▶ WHAT YOU WILL DO
Retype every record exactly. Skip the images.

=====

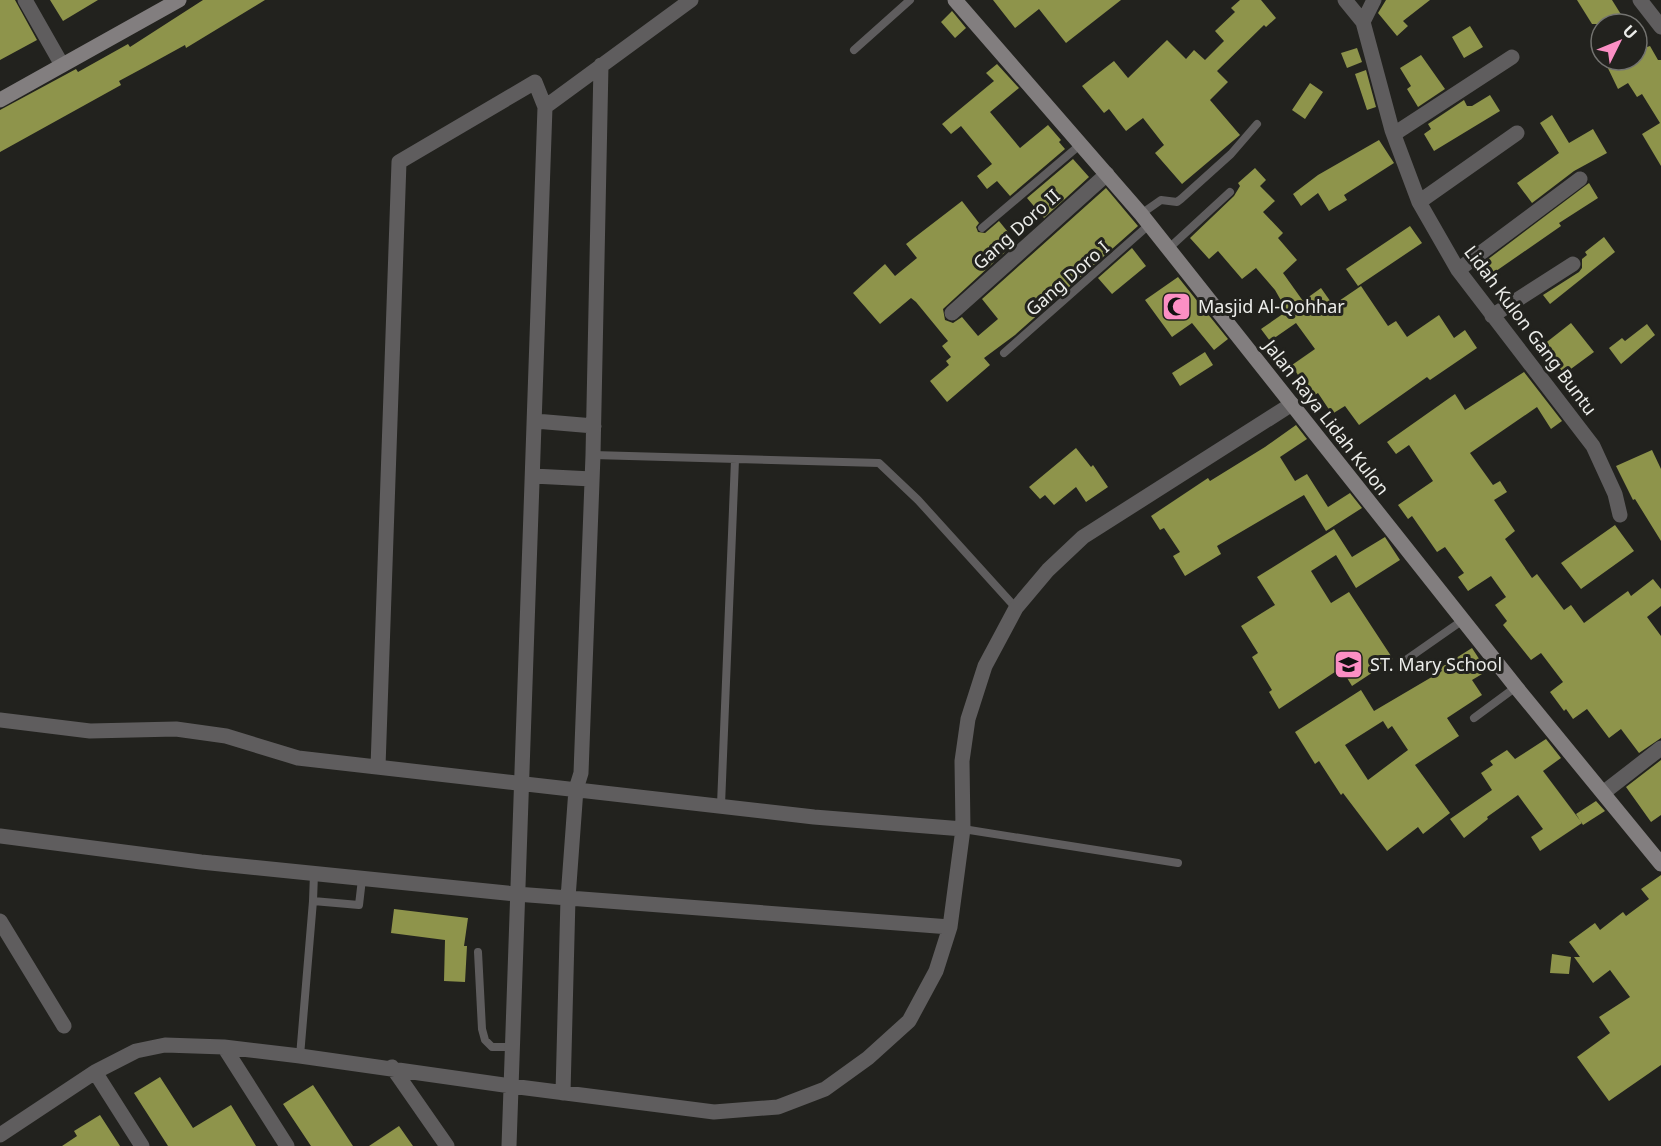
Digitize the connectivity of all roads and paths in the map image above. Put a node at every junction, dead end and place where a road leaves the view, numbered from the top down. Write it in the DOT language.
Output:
graph roads {
  1 [pos="26,0"];
  2 [pos="179,0"];
  3 [pos="691,0"];
  4 [pos="910,0"];
  5 [pos="956,0"];
  6 [pos="1345,0"];
  7 [pos="1374,0"];
  8 [pos="1640,0"];
  9 [pos="1363,22"];
  10 [pos="1661,27"];
  11 [pos="854,50"];
  12 [pos="1512,57"];
  13 [pos="62,65"];
  14 [pos="601,65"];
  15 [pos="0,100"];
  16 [pos="545,107"];
  17 [pos="1257,124"];
  18 [pos="1517,133"];
  19 [pos="1394,134"];
  20 [pos="1081,144"];
  21 [pos="1107,174"];
  22 [pos="1580,179"];
  23 [pos="1230,192"];
  24 [pos="1419,202"];
  25 [pos="1145,219"];
  26 [pos="982,228"];
  27 [pos="1168,249"];
  28 [pos="1573,264"];
  29 [pos="1458,270"];
  30 [pos="952,313"];
  31 [pos="1492,316"];
  32 [pos="1004,353"];
  33 [pos="1292,404"];
  34 [pos="535,421"];
  35 [pos="594,426"];
  36 [pos="593,455"];
  37 [pos="735,460"];
  38 [pos="533,476"];
  39 [pos="592,478"];
  40 [pos="1620,515"];
  41 [pos="1016,608"];
  42 [pos="1463,620"];
  43 [pos="1403,662"];
  44 [pos="1516,687"];
  45 [pos="1474,717"];
  46 [pos="0,720"];
  47 [pos="1661,748"];
  48 [pos="378,767"];
  49 [pos="524,783"];
  50 [pos="576,789"];
  51 [pos="1603,793"];
  52 [pos="721,805"];
  53 [pos="963,829"];
  54 [pos="0,836"];
  55 [pos="1178,863"];
  56 [pos="1661,864"];
  57 [pos="314,874"];
  58 [pos="362,879"];
  59 [pos="516,894"];
  60 [pos="568,898"];
  61 [pos="313,902"];
  62 [pos="0,921"];
  63 [pos="950,927"];
  64 [pos="478,952"];
  65 [pos="64,1026"];
  66 [pos="224,1047"];
  67 [pos="512,1047"];
  68 [pos="300,1056"];
  69 [pos="392,1067"];
  70 [pos="95,1072"];
  71 [pos="511,1086"];
  72 [pos="563,1093"];
  73 [pos="0,1135"];
  74 [pos="0,1142"];
  75 [pos="3,1146"];
  76 [pos="142,1146"];
  77 [pos="287,1146"];
  78 [pos="447,1146"];
  79 [pos="509,1146"];
  1 -- 13 [label="street"];
  2 -- 13 [label="main road"];
  3 -- 14 [label="street"];
  4 -- 11 [label="lane"];
  5 -- 20 [label="main road, Jalan Raya Lidah Kulon"];
  6 -- 9 [label="street"];
  7 -- 9 [label="street"];
  8 -- 10 [label="street"];
  9 -- 19 [label="street, Lidah Kulon Gang Buntu"];
  12 -- 19 [label="street"];
  13 -- 15 [label="main road"];
  14 -- 16 [label="street"];
  14 -- 35 [label="street"];
  16 -- 34 [label="street"];
  16 -- 48 [label="street"];
  17 -- 25 [label="lane, Gang Doro I"];
  18 -- 24 [label="street"];
  19 -- 24 [label="street, Lidah Kulon Gang Buntu"];
  20 -- 21 [label="main road, Jalan Raya Lidah Kulon"];
  20 -- 26 [label="lane"];
  21 -- 25 [label="main road, Jalan Raya Lidah Kulon"];
  21 -- 30 [label="street, Gang Doro II"];
  22 -- 29 [label="street"];
  23 -- 27 [label="lane"];
  24 -- 29 [label="street, Lidah Kulon Gang Buntu"];
  25 -- 27 [label="main road, Jalan Raya Lidah Kulon"];
  25 -- 32 [label="lane, Gang Doro I"];
  27 -- 33 [label="main road, Jalan Raya Lidah Kulon"];
  28 -- 31 [label="street"];
  29 -- 31 [label="street, Lidah Kulon Gang Buntu"];
  31 -- 40 [label="street, Lidah Kulon Gang Buntu"];
  33 -- 41 [label="street"];
  33 -- 42 [label="main road, Jalan Raya Lidah Kulon"];
  34 -- 35 [label="street"];
  34 -- 38 [label="street"];
  35 -- 36 [label="street"];
  36 -- 37 [label="lane"];
  36 -- 39 [label="street"];
  37 -- 41 [label="lane"];
  37 -- 52 [label="lane"];
  38 -- 39 [label="street"];
  38 -- 49 [label="street"];
  39 -- 50 [label="street"];
  41 -- 53 [label="street"];
  42 -- 43 [label="lane"];
  42 -- 44 [label="main road, Jalan Raya Lidah Kulon"];
  44 -- 45 [label="lane"];
  44 -- 51 [label="main road, Jalan Raya Lidah Kulon"];
  46 -- 48 [label="street"];
  47 -- 51 [label="street"];
  48 -- 49 [label="street"];
  49 -- 50 [label="street"];
  49 -- 59 [label="street"];
  50 -- 52 [label="street"];
  50 -- 60 [label="street"];
  51 -- 56 [label="main road, Jalan Raya Lidah Kulon"];
  52 -- 53 [label="street"];
  53 -- 55 [label="lane"];
  53 -- 63 [label="street"];
  54 -- 57 [label="street"];
  57 -- 58 [label="street"];
  57 -- 61 [label="lane"];
  58 -- 59 [label="street"];
  58 -- 61 [label="lane"];
  59 -- 60 [label="street"];
  59 -- 67 [label="street"];
  60 -- 63 [label="street"];
  60 -- 72 [label="street"];
  61 -- 68 [label="lane"];
  62 -- 65 [label="street"];
  63 -- 72 [label="street"];
  64 -- 67 [label="lane"];
  66 -- 68 [label="street"];
  66 -- 70 [label="street"];
  66 -- 77 [label="street"];
  67 -- 71 [label="street"];
  68 -- 69 [label="street"];
  69 -- 71 [label="street"];
  69 -- 78 [label="street"];
  70 -- 73 [label="street"];
  70 -- 76 [label="street"];
  71 -- 72 [label="street"];
  71 -- 79 [label="street"];
  74 -- 75 [label="street"];
}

=====

▶ OUTPUT FOR THIS EXERCISE
Digitize the connectivity of all roads and paths in the map image above. Put a node at every junction, dead end and place where a road leaves the view, numbered from the top down. Write it in the DOT language.
Output:
graph roads {
  1 [pos="26,0"];
  2 [pos="179,0"];
  3 [pos="691,0"];
  4 [pos="910,0"];
  5 [pos="956,0"];
  6 [pos="1345,0"];
  7 [pos="1374,0"];
  8 [pos="1640,0"];
  9 [pos="1363,22"];
  10 [pos="1661,27"];
  11 [pos="854,50"];
  12 [pos="1512,57"];
  13 [pos="62,65"];
  14 [pos="601,65"];
  15 [pos="0,100"];
  16 [pos="545,107"];
  17 [pos="1257,124"];
  18 [pos="1517,133"];
  19 [pos="1394,134"];
  20 [pos="1081,144"];
  21 [pos="1107,174"];
  22 [pos="1580,179"];
  23 [pos="1230,192"];
  24 [pos="1419,202"];
  25 [pos="1145,219"];
  26 [pos="982,228"];
  27 [pos="1168,249"];
  28 [pos="1573,264"];
  29 [pos="1458,270"];
  30 [pos="952,313"];
  31 [pos="1492,316"];
  32 [pos="1004,353"];
  33 [pos="1292,404"];
  34 [pos="535,421"];
  35 [pos="594,426"];
  36 [pos="593,455"];
  37 [pos="735,460"];
  38 [pos="533,476"];
  39 [pos="592,478"];
  40 [pos="1620,515"];
  41 [pos="1016,608"];
  42 [pos="1463,620"];
  43 [pos="1403,662"];
  44 [pos="1516,687"];
  45 [pos="1474,717"];
  46 [pos="0,720"];
  47 [pos="1661,748"];
  48 [pos="378,767"];
  49 [pos="524,783"];
  50 [pos="576,789"];
  51 [pos="1603,793"];
  52 [pos="721,805"];
  53 [pos="963,829"];
  54 [pos="0,836"];
  55 [pos="1178,863"];
  56 [pos="1661,864"];
  57 [pos="314,874"];
  58 [pos="362,879"];
  59 [pos="516,894"];
  60 [pos="568,898"];
  61 [pos="313,902"];
  62 [pos="0,921"];
  63 [pos="950,927"];
  64 [pos="478,952"];
  65 [pos="64,1026"];
  66 [pos="224,1047"];
  67 [pos="512,1047"];
  68 [pos="300,1056"];
  69 [pos="392,1067"];
  70 [pos="95,1072"];
  71 [pos="511,1086"];
  72 [pos="563,1093"];
  73 [pos="0,1135"];
  74 [pos="0,1142"];
  75 [pos="3,1146"];
  76 [pos="142,1146"];
  77 [pos="287,1146"];
  78 [pos="447,1146"];
  79 [pos="509,1146"];
  1 -- 13 [label="street"];
  2 -- 13 [label="main road"];
  3 -- 14 [label="street"];
  4 -- 11 [label="lane"];
  5 -- 20 [label="main road, Jalan Raya Lidah Kulon"];
  6 -- 9 [label="street"];
  7 -- 9 [label="street"];
  8 -- 10 [label="street"];
  9 -- 19 [label="street, Lidah Kulon Gang Buntu"];
  12 -- 19 [label="street"];
  13 -- 15 [label="main road"];
  14 -- 16 [label="street"];
  14 -- 35 [label="street"];
  16 -- 34 [label="street"];
  16 -- 48 [label="street"];
  17 -- 25 [label="lane, Gang Doro I"];
  18 -- 24 [label="street"];
  19 -- 24 [label="street, Lidah Kulon Gang Buntu"];
  20 -- 21 [label="main road, Jalan Raya Lidah Kulon"];
  20 -- 26 [label="lane"];
  21 -- 25 [label="main road, Jalan Raya Lidah Kulon"];
  21 -- 30 [label="street, Gang Doro II"];
  22 -- 29 [label="street"];
  23 -- 27 [label="lane"];
  24 -- 29 [label="street, Lidah Kulon Gang Buntu"];
  25 -- 27 [label="main road, Jalan Raya Lidah Kulon"];
  25 -- 32 [label="lane, Gang Doro I"];
  27 -- 33 [label="main road, Jalan Raya Lidah Kulon"];
  28 -- 31 [label="street"];
  29 -- 31 [label="street, Lidah Kulon Gang Buntu"];
  31 -- 40 [label="street, Lidah Kulon Gang Buntu"];
  33 -- 41 [label="street"];
  33 -- 42 [label="main road, Jalan Raya Lidah Kulon"];
  34 -- 35 [label="street"];
  34 -- 38 [label="street"];
  35 -- 36 [label="street"];
  36 -- 37 [label="lane"];
  36 -- 39 [label="street"];
  37 -- 41 [label="lane"];
  37 -- 52 [label="lane"];
  38 -- 39 [label="street"];
  38 -- 49 [label="street"];
  39 -- 50 [label="street"];
  41 -- 53 [label="street"];
  42 -- 43 [label="lane"];
  42 -- 44 [label="main road, Jalan Raya Lidah Kulon"];
  44 -- 45 [label="lane"];
  44 -- 51 [label="main road, Jalan Raya Lidah Kulon"];
  46 -- 48 [label="street"];
  47 -- 51 [label="street"];
  48 -- 49 [label="street"];
  49 -- 50 [label="street"];
  49 -- 59 [label="street"];
  50 -- 52 [label="street"];
  50 -- 60 [label="street"];
  51 -- 56 [label="main road, Jalan Raya Lidah Kulon"];
  52 -- 53 [label="street"];
  53 -- 55 [label="lane"];
  53 -- 63 [label="street"];
  54 -- 57 [label="street"];
  57 -- 58 [label="street"];
  57 -- 61 [label="lane"];
  58 -- 59 [label="street"];
  58 -- 61 [label="lane"];
  59 -- 60 [label="street"];
  59 -- 67 [label="street"];
  60 -- 63 [label="street"];
  60 -- 72 [label="street"];
  61 -- 68 [label="lane"];
  62 -- 65 [label="street"];
  63 -- 72 [label="street"];
  64 -- 67 [label="lane"];
  66 -- 68 [label="street"];
  66 -- 70 [label="street"];
  66 -- 77 [label="street"];
  67 -- 71 [label="street"];
  68 -- 69 [label="street"];
  69 -- 71 [label="street"];
  69 -- 78 [label="street"];
  70 -- 73 [label="street"];
  70 -- 76 [label="street"];
  71 -- 72 [label="street"];
  71 -- 79 [label="street"];
  74 -- 75 [label="street"];
}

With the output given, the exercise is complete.